Menjabat tangan Vico dengan mantap.

“Belum mantan tapi masih kekasih karena meski dia sudah memutuskanku dan aku tentu saja menolak. Tidak peduli bagaimana pun statusnya akan tetap akan mencintainya sampai kapan pun.”

Perkataan Vico lagi-lagi membuat Ronald merasa gerah. Dia melepaskan tangan Vico dari genggamannya dan melirik pada Vanesa.

“Jangan membuat keributan, Vico,” tegur Vanesa kuatir.

Wajahnya memucat. Sementara tamu-tamu di sekitar mereka mulai mengamati dengan tertarik.

“Tenang saja, Sayang.

Aku hanya ingin mengucapkan selamat setelah itu akan pergi,” jawab Vico masih dengan senyum tersungging di bibir.

Dia menoleh ke arah orang tua Vanesa yang sedang sibuk bercengkrama dengan para tamu.

“Ah, di sana ada calon mertuaku. Aku akan menyapa mereka.”

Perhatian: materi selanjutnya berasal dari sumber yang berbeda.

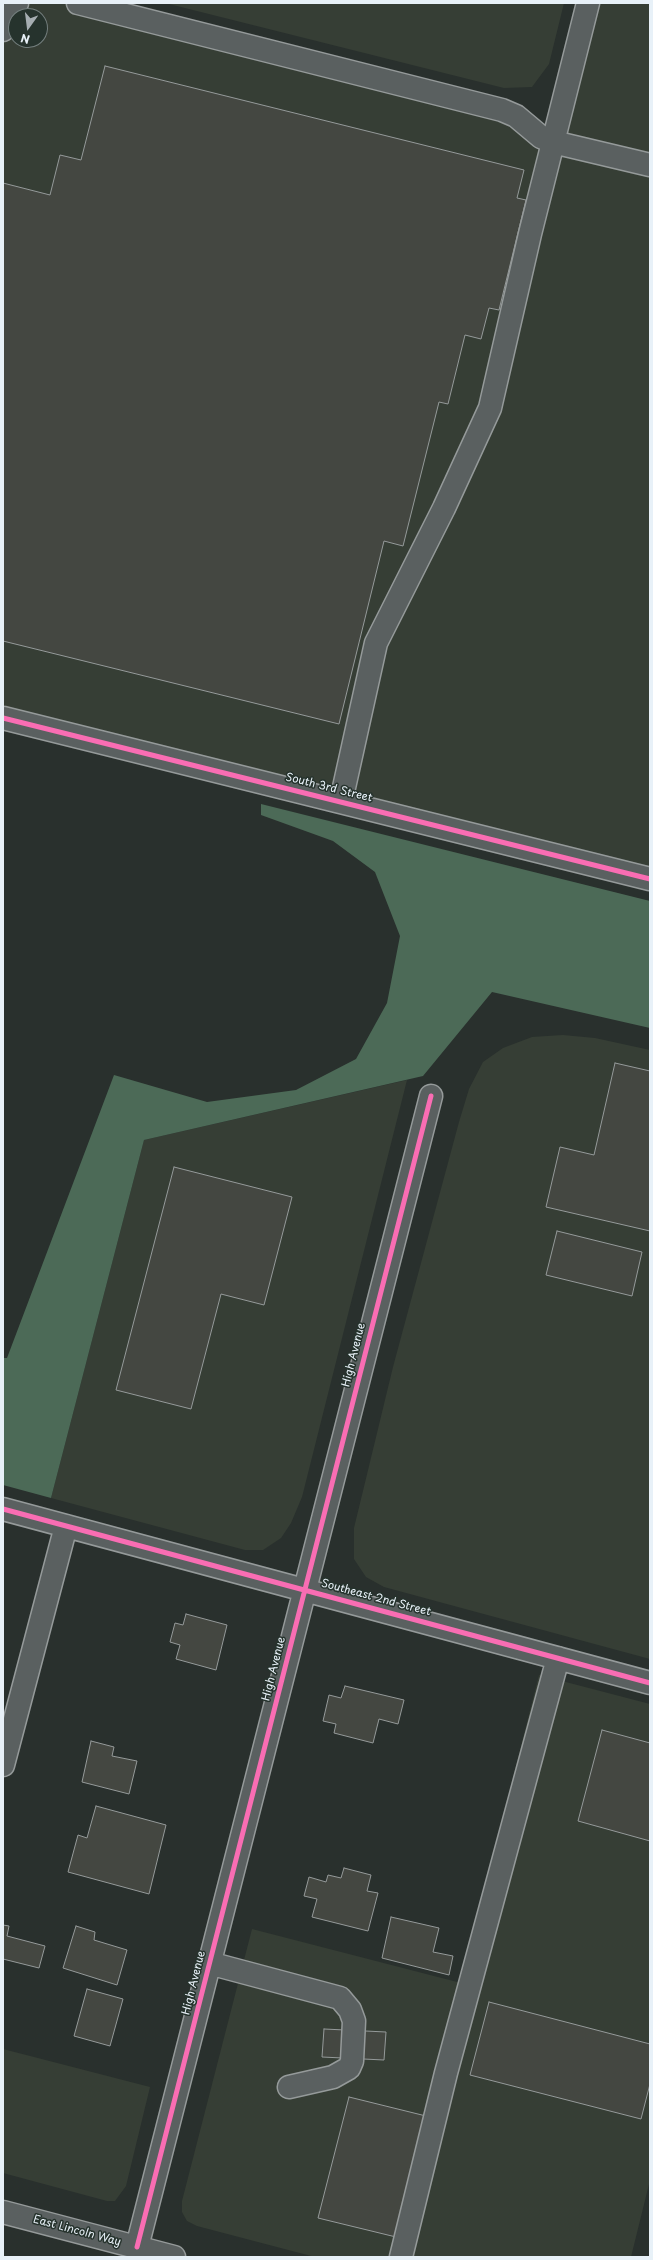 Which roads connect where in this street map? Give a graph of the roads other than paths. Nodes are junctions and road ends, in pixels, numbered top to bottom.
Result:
1 (17, 3) edge
2 (78, 3) edge
3 (588, 3) edge
4 (3, 30) edge
5 (553, 142) junction
6 (650, 165) edge
7 (3, 718) edge
8 (340, 801) junction
9 (650, 879) edge
10 (431, 1096) dead end
11 (3, 1509) edge
12 (66, 1526) junction
13 (305, 1590) junction
14 (558, 1658) junction
15 (650, 1683) edge
16 (3, 1765) edge
17 (209, 1963) junction
18 (289, 2087) dead end
19 (3, 2213) edge
20 (137, 2247) junction
21 (174, 2257) edge
22 (401, 2257) edge

1 - 4 street
2 - 5 street
3 - 5 street
5 - 6 street
5 - 8 street
7 - 8 street, South 3rd Street
8 - 9 street, South 3rd Street
10 - 13 street, High Avenue
11 - 12 street, Southeast 2nd Street
12 - 13 street, Southeast 2nd Street
12 - 16 street
13 - 14 street, Southeast 2nd Street
13 - 17 street, High Avenue
14 - 15 street, Southeast 2nd Street
14 - 22 street
17 - 18 street
17 - 20 street, High Avenue
19 - 20 street, East Lincoln Way
20 - 21 street, East Lincoln Way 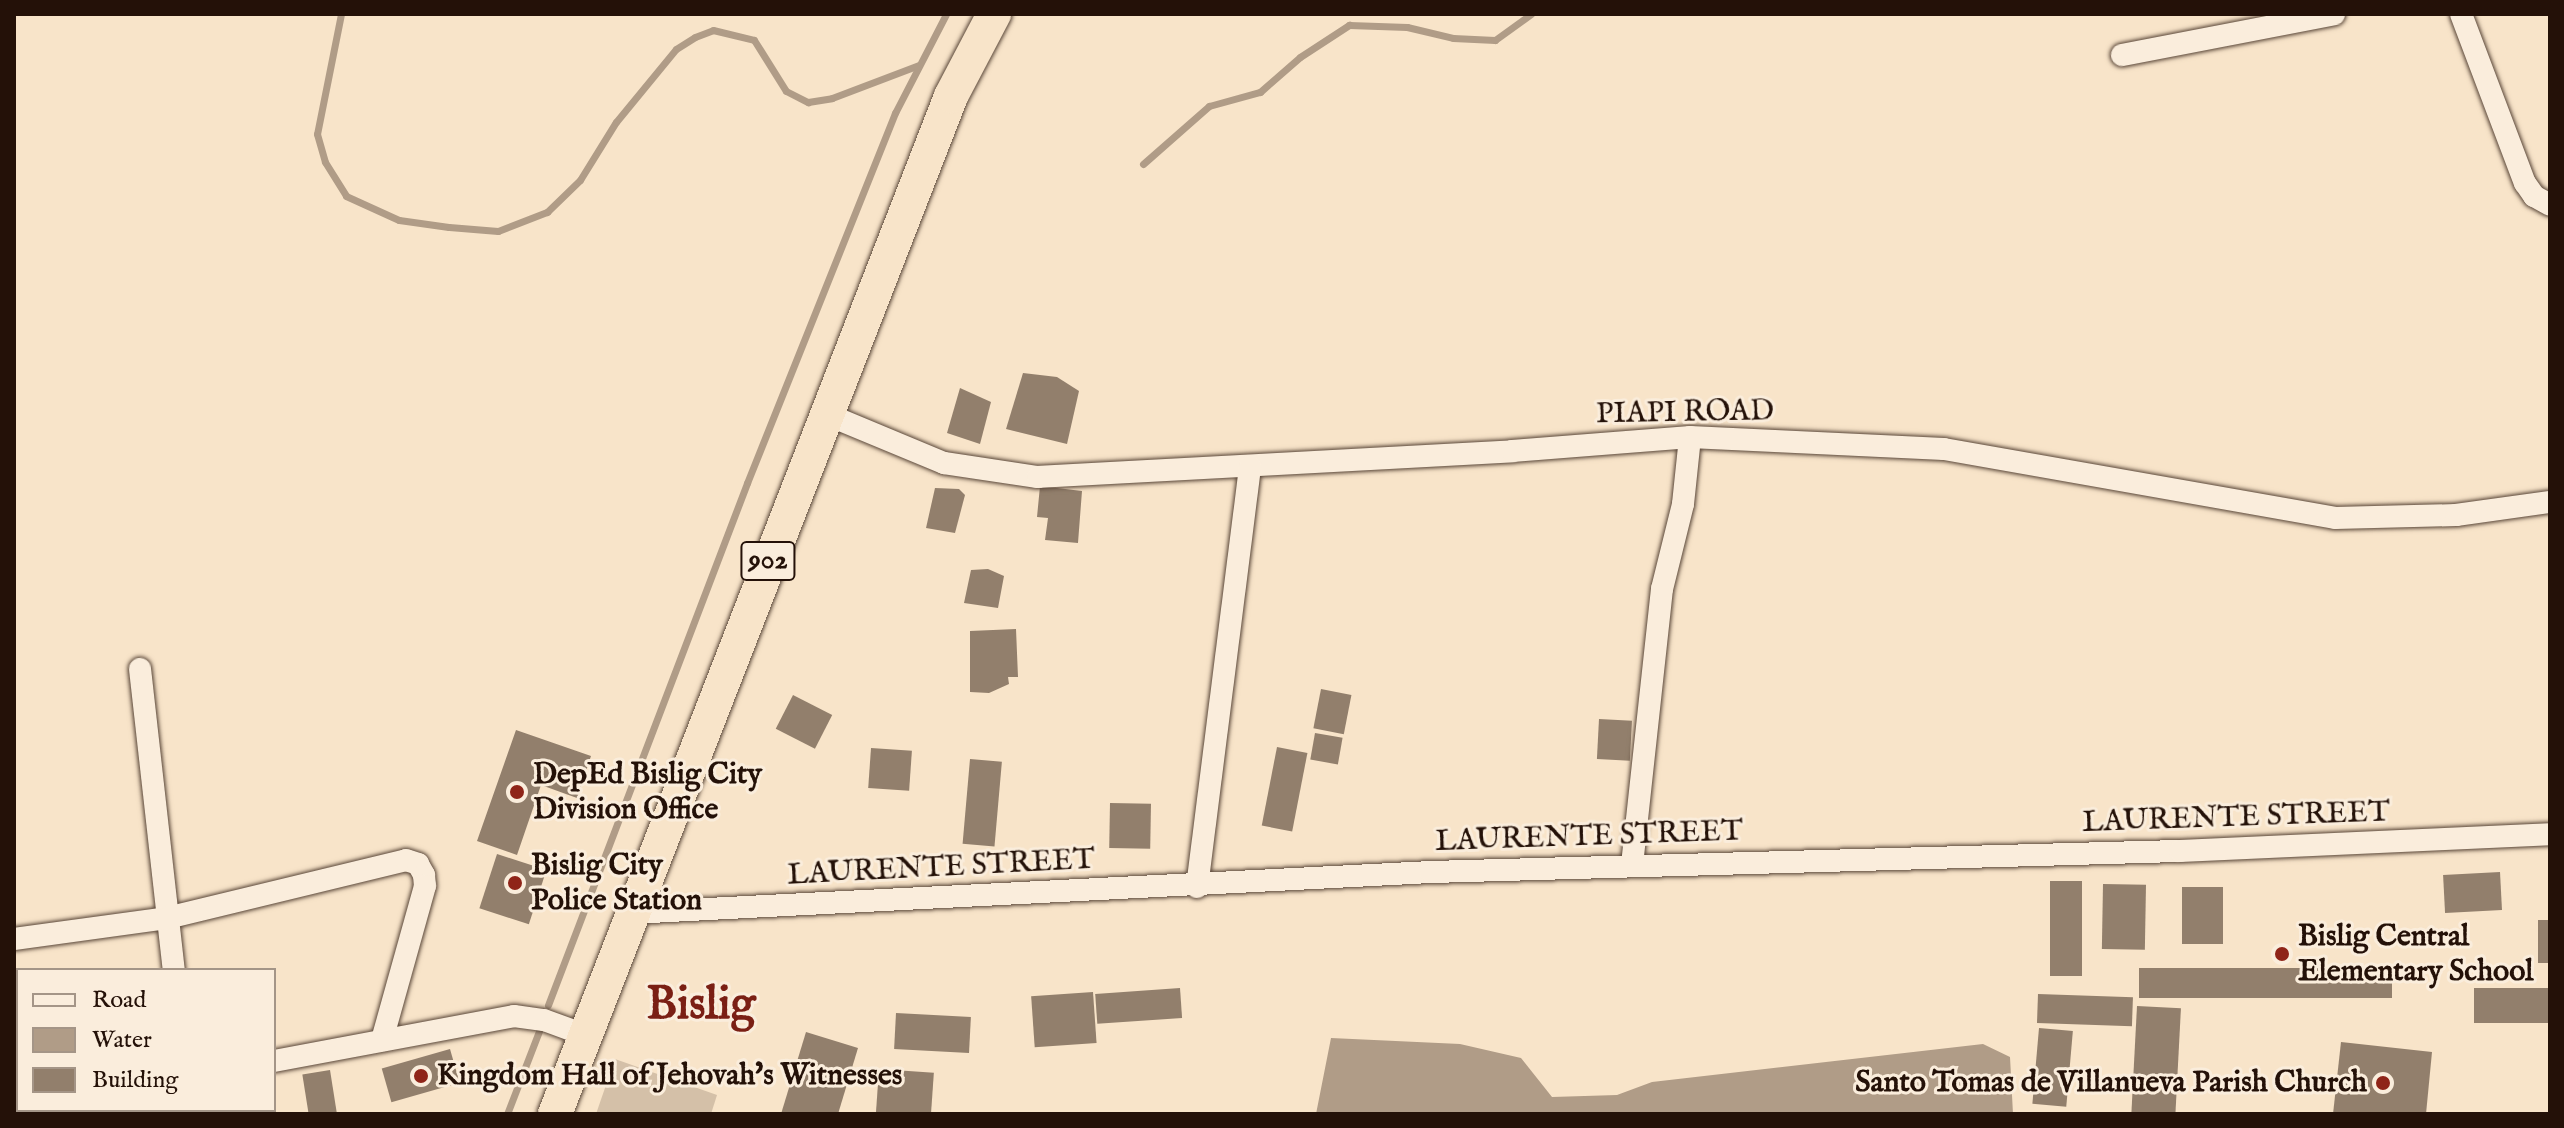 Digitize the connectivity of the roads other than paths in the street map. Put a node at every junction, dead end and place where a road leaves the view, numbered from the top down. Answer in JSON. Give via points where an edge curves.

Tanpa diduga Vico melangkah cepat meninggalkan mereka dan bergantian menghampiri orang tua Vanesa. Vico terlihat santai menyapa mereka.

Vanesa memandang Vico dengan perasaan tersayat.

Ada tusukan kesedihan jelas di dasar hatinya yang terdalam. Melihat bagaimana Vico bersikap seakan-akan ini adalah pestanya sendiri, bukan pesta pernikahan wanita yang dia cintai.

Menyembunyikan rapat-rapat kesedihannya di balik tawa kerasa yang sengaja dia umbar. Vico-nya yang tampan dan ceria, hari ini dia telah melukainya dalam-dalam.

“Itukah kekasihmu yang pernah kau bilang?”

Teguran parau dari Ronald membuat Vanesa tersadar dari lamunannya.

Dia kembali mengayun Sean yang sekarang terlihat mengantuk.

“Itu hal yang tidak perlu kamu tanyakan, Kak.”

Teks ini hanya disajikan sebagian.